─── Records for this exercise

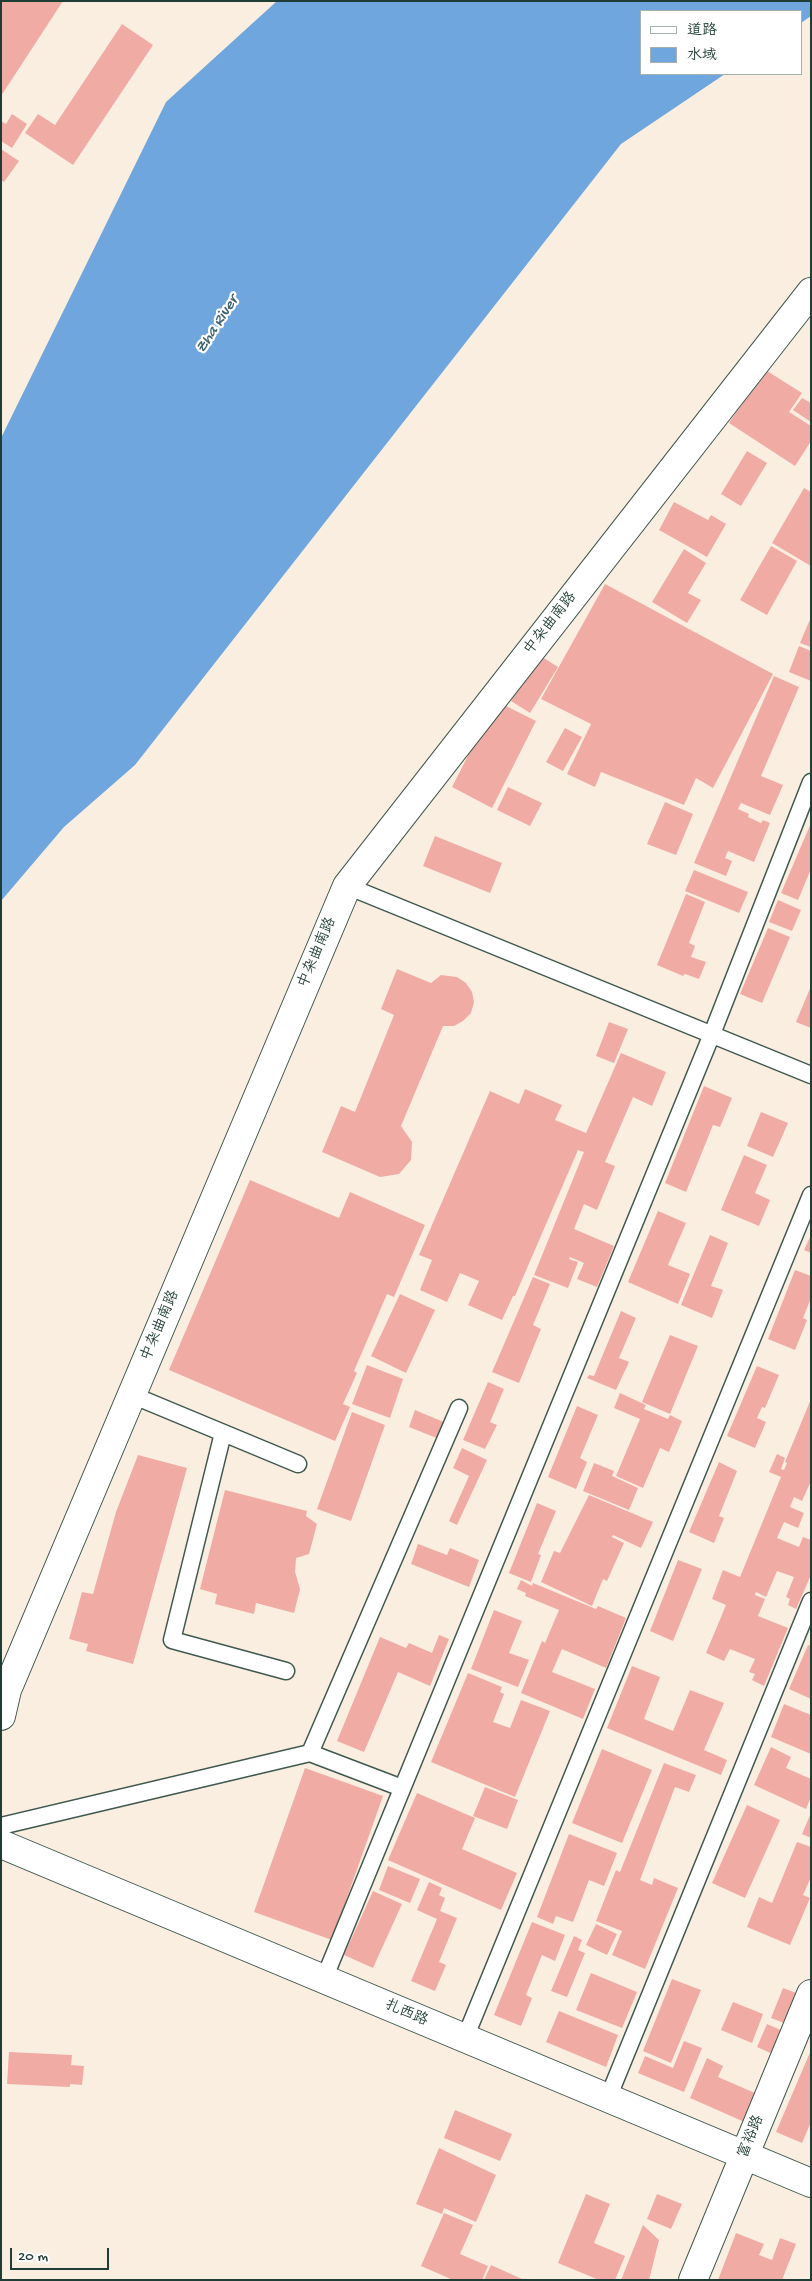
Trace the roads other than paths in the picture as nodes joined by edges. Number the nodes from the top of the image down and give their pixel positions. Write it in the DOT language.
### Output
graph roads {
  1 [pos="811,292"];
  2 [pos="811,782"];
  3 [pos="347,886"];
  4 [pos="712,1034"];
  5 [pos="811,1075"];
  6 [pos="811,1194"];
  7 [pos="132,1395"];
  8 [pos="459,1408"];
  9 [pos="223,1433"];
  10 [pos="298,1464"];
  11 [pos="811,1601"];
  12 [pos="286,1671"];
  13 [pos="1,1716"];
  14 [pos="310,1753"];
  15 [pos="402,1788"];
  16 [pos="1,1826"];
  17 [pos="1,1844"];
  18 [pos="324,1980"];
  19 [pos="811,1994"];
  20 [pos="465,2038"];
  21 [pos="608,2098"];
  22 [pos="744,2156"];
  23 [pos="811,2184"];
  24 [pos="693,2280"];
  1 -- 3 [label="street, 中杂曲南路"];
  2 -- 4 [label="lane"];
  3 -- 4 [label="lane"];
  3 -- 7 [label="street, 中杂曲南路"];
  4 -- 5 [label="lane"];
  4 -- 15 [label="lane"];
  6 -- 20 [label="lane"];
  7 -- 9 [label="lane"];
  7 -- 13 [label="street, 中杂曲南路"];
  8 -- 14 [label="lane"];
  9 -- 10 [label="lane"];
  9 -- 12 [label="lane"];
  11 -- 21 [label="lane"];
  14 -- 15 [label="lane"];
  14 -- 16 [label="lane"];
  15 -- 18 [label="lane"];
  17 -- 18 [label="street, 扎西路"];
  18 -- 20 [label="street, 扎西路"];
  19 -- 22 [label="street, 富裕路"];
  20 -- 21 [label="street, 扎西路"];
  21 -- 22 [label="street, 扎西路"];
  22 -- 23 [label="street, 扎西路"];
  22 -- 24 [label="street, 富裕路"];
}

──────
─── Records for this exercise

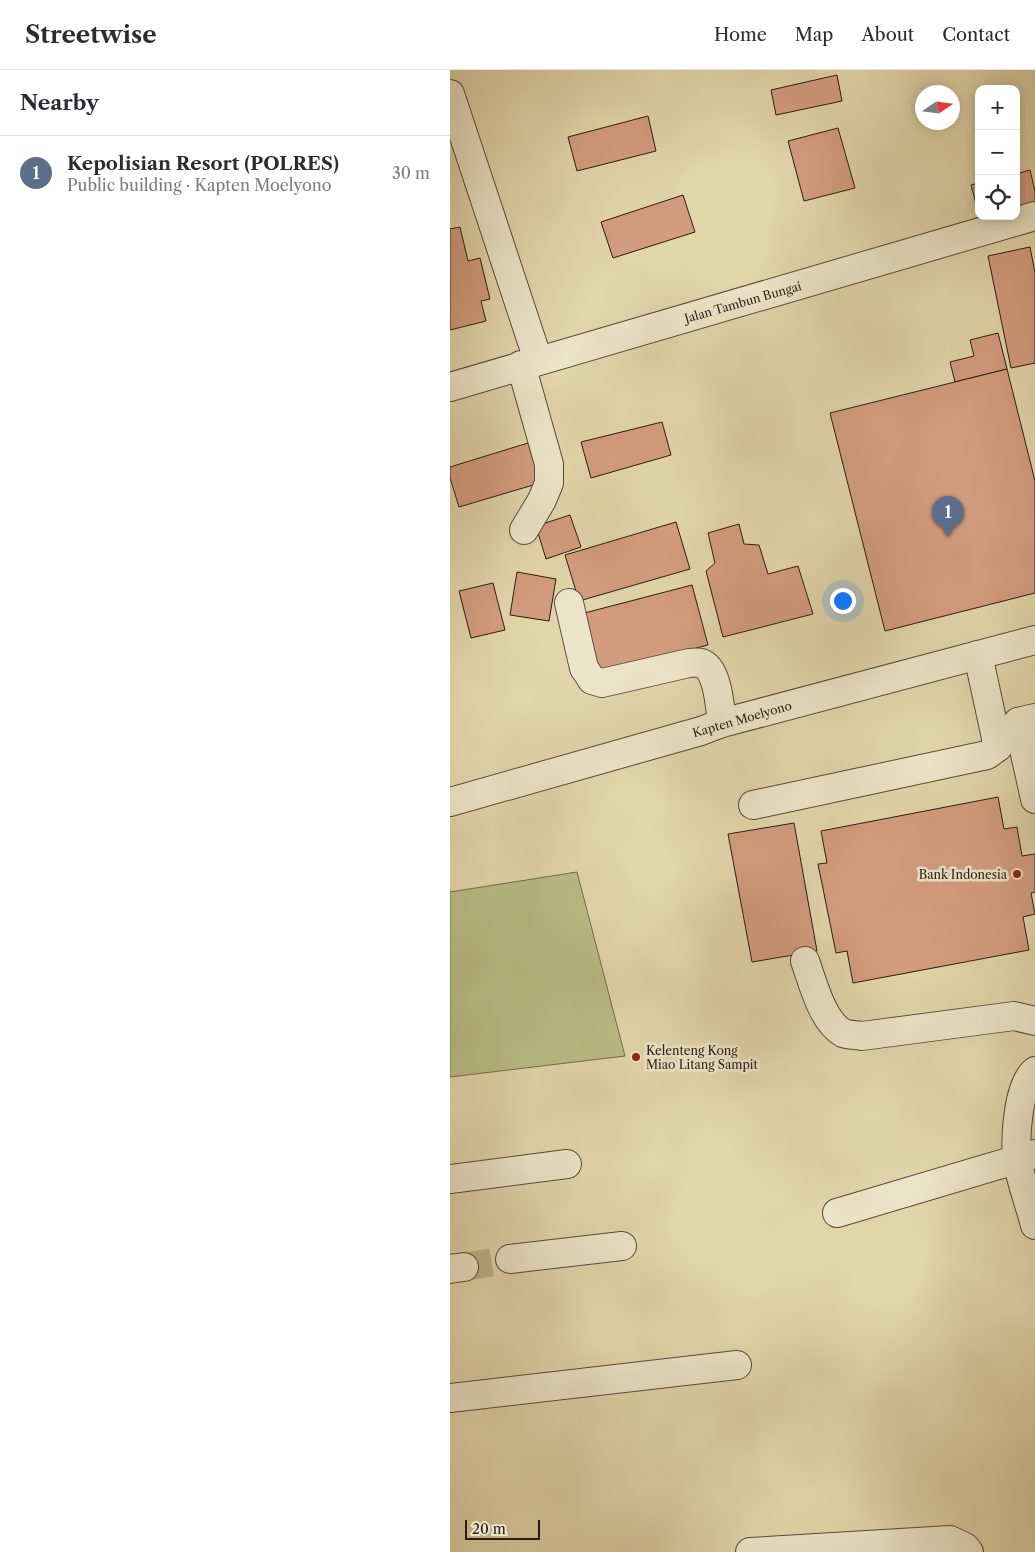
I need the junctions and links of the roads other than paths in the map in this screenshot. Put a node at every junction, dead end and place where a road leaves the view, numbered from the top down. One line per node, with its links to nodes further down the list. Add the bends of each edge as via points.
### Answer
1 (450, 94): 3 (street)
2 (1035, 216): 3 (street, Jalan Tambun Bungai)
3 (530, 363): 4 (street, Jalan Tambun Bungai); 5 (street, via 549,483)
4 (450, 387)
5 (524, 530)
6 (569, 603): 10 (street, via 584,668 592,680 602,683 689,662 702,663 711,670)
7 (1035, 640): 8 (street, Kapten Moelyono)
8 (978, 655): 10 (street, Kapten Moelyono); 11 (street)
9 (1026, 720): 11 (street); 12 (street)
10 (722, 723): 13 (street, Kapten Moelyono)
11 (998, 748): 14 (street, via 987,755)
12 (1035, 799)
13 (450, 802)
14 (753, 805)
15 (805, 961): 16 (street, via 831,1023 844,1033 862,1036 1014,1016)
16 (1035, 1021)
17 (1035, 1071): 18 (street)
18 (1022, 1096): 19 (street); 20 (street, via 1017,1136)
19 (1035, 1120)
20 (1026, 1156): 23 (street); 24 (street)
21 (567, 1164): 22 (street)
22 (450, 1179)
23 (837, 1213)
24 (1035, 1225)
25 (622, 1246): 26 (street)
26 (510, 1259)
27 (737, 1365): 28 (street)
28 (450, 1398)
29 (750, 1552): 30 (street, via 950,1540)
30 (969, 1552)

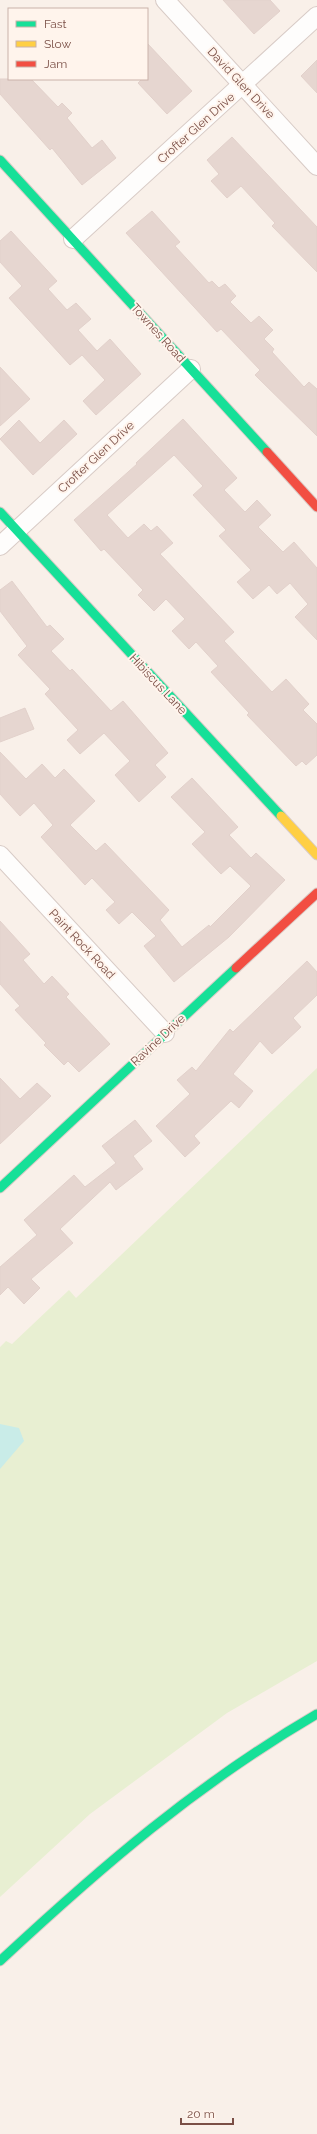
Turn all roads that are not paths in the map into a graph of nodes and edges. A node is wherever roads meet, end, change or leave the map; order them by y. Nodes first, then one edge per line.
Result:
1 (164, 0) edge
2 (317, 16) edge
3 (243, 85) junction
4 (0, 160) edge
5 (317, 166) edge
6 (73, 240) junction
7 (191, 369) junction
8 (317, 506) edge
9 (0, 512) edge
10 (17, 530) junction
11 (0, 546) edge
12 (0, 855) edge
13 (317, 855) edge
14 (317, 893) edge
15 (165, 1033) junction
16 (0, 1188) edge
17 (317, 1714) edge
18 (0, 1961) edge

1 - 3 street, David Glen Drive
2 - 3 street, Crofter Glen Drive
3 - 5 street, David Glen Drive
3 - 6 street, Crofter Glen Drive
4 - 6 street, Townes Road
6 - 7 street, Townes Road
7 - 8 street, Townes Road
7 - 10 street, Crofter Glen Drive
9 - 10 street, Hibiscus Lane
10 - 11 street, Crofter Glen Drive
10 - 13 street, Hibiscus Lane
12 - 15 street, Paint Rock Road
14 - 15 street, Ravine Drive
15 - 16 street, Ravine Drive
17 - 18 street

──────

Task directions - Please return every line from the material above where the string "down" occurs.

Output for this exercise -
Trace the roads other than paths in the picture as nodes joined by edges. Number the nodes from the top of the image down and give their pixel positions. Write it in the DOT language.
I need the junctions and links of the roads other than paths in the map in this screenshot. Put a node at every junction, dead end and place where a road leaves the view, numbered from the top down. One line per node, with its links to nodes further down the list. Add the bends of each edge as via points.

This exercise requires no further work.